▶ **Activity**: Please reproduce the listing in its entirety, exactly as written, but without images.
· · · · · · ·
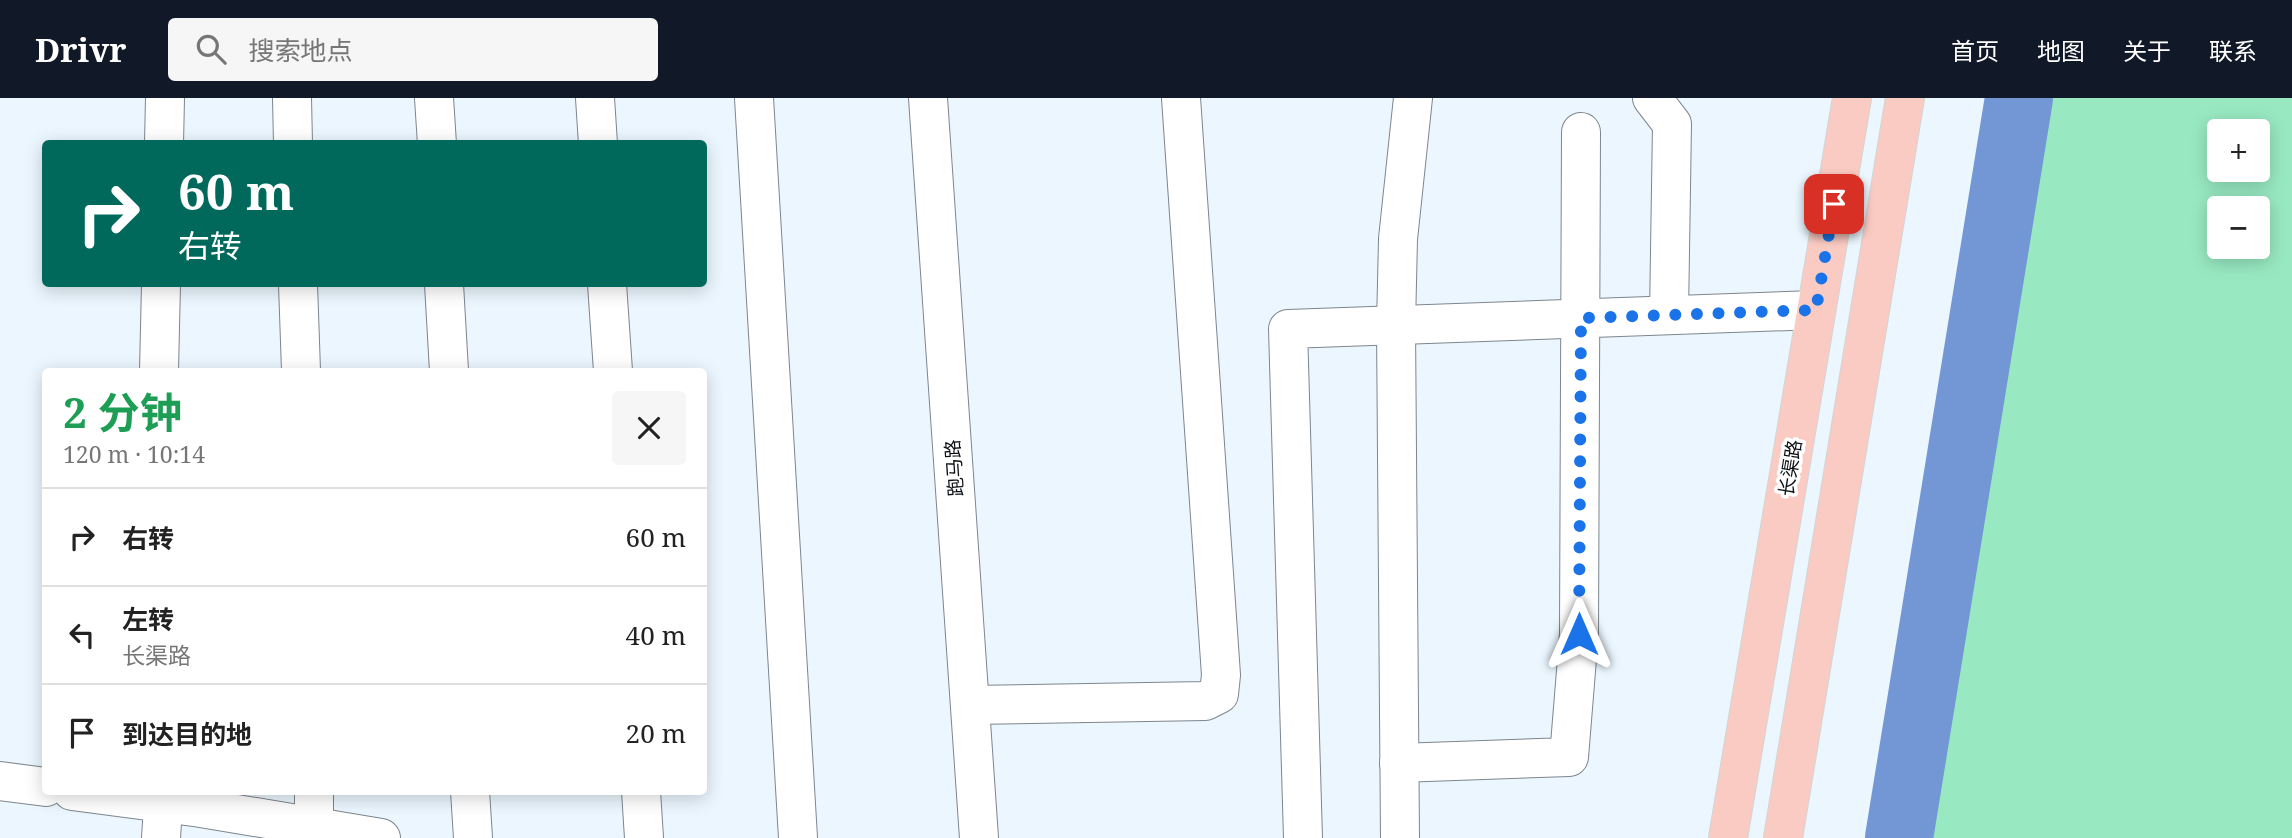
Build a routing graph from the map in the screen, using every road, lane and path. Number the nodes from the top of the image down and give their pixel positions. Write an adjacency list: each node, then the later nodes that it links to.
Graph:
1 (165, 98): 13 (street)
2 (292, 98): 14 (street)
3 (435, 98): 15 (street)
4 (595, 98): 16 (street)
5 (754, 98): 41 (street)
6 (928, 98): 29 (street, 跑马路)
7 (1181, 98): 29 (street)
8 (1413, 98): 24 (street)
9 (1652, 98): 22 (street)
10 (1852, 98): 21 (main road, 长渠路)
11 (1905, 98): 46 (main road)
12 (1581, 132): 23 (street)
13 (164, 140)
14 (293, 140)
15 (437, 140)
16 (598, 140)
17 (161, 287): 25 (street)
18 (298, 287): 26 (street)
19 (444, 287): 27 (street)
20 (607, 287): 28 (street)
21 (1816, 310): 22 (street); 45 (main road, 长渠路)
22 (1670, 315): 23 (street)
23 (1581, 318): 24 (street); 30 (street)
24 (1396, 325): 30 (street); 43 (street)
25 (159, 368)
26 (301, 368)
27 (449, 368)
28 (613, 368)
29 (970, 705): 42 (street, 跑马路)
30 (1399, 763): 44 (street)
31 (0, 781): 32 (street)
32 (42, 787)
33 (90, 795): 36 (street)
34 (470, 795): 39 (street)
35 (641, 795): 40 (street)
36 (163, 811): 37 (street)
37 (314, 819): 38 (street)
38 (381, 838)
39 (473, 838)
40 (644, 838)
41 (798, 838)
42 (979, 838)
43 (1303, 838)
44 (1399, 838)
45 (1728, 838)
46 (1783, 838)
· · · · · · ·
▶ **Answer to the problem**:
Build a routing graph from the map in the screen, using every road, lane and path. Number the nodes from the top of the image down and give their pixel positions. Write an adjacency list: each node, then the later nodes that it links to.
Graph:
1 (165, 98): 13 (street)
2 (292, 98): 14 (street)
3 (435, 98): 15 (street)
4 (595, 98): 16 (street)
5 (754, 98): 41 (street)
6 (928, 98): 29 (street, 跑马路)
7 (1181, 98): 29 (street)
8 (1413, 98): 24 (street)
9 (1652, 98): 22 (street)
10 (1852, 98): 21 (main road, 长渠路)
11 (1905, 98): 46 (main road)
12 (1581, 132): 23 (street)
13 (164, 140)
14 (293, 140)
15 (437, 140)
16 (598, 140)
17 (161, 287): 25 (street)
18 (298, 287): 26 (street)
19 (444, 287): 27 (street)
20 (607, 287): 28 (street)
21 (1816, 310): 22 (street); 45 (main road, 长渠路)
22 (1670, 315): 23 (street)
23 (1581, 318): 24 (street); 30 (street)
24 (1396, 325): 30 (street); 43 (street)
25 (159, 368)
26 (301, 368)
27 (449, 368)
28 (613, 368)
29 (970, 705): 42 (street, 跑马路)
30 (1399, 763): 44 (street)
31 (0, 781): 32 (street)
32 (42, 787)
33 (90, 795): 36 (street)
34 (470, 795): 39 (street)
35 (641, 795): 40 (street)
36 (163, 811): 37 (street)
37 (314, 819): 38 (street)
38 (381, 838)
39 (473, 838)
40 (644, 838)
41 (798, 838)
42 (979, 838)
43 (1303, 838)
44 (1399, 838)
45 (1728, 838)
46 (1783, 838)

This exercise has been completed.